O jornalista Percival de Souza relata a vida de Fleury, o mais temido agente da repressão militar, denunciando o horror e os abusos cometidos durante a ditadura
O livro. Se o mistério conduz ao medo, é preciso trazê-lo à tona e desvendá-lo. Essa foi a missão a que o jornalista investigativo Percival de Souza se propôs ao escrever a biografia do Dr. Fleury, o mais temido agente da repressão militar contra ativistas de esquerda.
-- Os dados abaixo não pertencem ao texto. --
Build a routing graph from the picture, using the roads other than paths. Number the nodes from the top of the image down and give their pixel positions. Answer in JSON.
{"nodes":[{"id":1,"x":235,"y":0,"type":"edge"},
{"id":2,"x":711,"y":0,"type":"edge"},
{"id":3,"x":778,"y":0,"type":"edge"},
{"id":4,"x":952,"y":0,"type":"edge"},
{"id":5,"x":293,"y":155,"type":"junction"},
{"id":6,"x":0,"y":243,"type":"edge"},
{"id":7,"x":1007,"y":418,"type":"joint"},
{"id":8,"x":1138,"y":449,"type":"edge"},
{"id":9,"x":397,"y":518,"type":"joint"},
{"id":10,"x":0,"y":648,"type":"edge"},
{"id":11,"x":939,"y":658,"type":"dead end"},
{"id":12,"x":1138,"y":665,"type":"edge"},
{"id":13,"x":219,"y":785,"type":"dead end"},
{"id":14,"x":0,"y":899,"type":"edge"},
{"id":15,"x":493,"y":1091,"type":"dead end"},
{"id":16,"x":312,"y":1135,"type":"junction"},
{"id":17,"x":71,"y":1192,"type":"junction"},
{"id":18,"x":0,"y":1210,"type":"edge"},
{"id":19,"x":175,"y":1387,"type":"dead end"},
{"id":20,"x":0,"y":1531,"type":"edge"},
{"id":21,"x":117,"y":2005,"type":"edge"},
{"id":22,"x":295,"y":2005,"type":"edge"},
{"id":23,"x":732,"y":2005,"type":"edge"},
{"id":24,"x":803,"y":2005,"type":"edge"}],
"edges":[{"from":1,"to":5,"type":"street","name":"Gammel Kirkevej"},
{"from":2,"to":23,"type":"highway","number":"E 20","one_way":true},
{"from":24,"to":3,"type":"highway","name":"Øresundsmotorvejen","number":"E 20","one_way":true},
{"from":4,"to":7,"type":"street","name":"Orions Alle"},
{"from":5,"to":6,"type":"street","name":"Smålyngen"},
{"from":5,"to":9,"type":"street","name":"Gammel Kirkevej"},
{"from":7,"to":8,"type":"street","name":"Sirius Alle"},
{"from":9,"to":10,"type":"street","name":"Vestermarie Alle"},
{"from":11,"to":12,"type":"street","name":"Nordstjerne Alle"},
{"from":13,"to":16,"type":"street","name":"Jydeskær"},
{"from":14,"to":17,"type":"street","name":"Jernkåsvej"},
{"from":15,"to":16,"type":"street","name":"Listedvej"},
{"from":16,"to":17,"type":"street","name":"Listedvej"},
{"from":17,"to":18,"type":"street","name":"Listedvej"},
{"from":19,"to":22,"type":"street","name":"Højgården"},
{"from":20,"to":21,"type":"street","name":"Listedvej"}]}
Autópsia do Medo – Vida e morte do delegado Sérgio Paranhos Fleury relata em 650 páginas as muitas faces do criador do Esquadrão da Morte e uma das maiores autoridades do DOPS, a polícia política.
O livro revela fatos novos, documentos secretos, depoimentos surpreendentes, mergulha nos porões da repressão, localiza militantes revolucionários e mostra os bastidores da guerra implacável entre guerrilheiros, militares do DOI-CODI e agentes do DOPS.
Peca por ser extremamente desorganizado e mal-escrito, quase como se tivesse sido finalizado às pressas. Além disso, é complacente, para não dizer apologético, demais com seu repulsivo objeto de estudo. Apesar disso, certamente consiste instrutiva leitura para aqueles que ainda duvidam de tudo o que se passou no subsolo do Dops.
Um pouco assustador é o fato de que tal órgão era 100% civil e realmente desligado de qualquer posicionamento político, sendo suas ações originárias puramente da brutalidade de seus integrantes. Voltando um pouco à época pré-golpe, o livro também esclarece as origens da nossa obtusa polícia civil, que sem pau-de-arara, contando apenas com perícia e inteligência, é incapaz de resolver um caso.
Por fim, serve também para lembrar que várias figurinhas asquerosas da época ainda estão por aí. Por exemplo, Romeu Tuma até pouco tempo atrás era senador e a atual diretora do Deic foi escriturária de Fleury.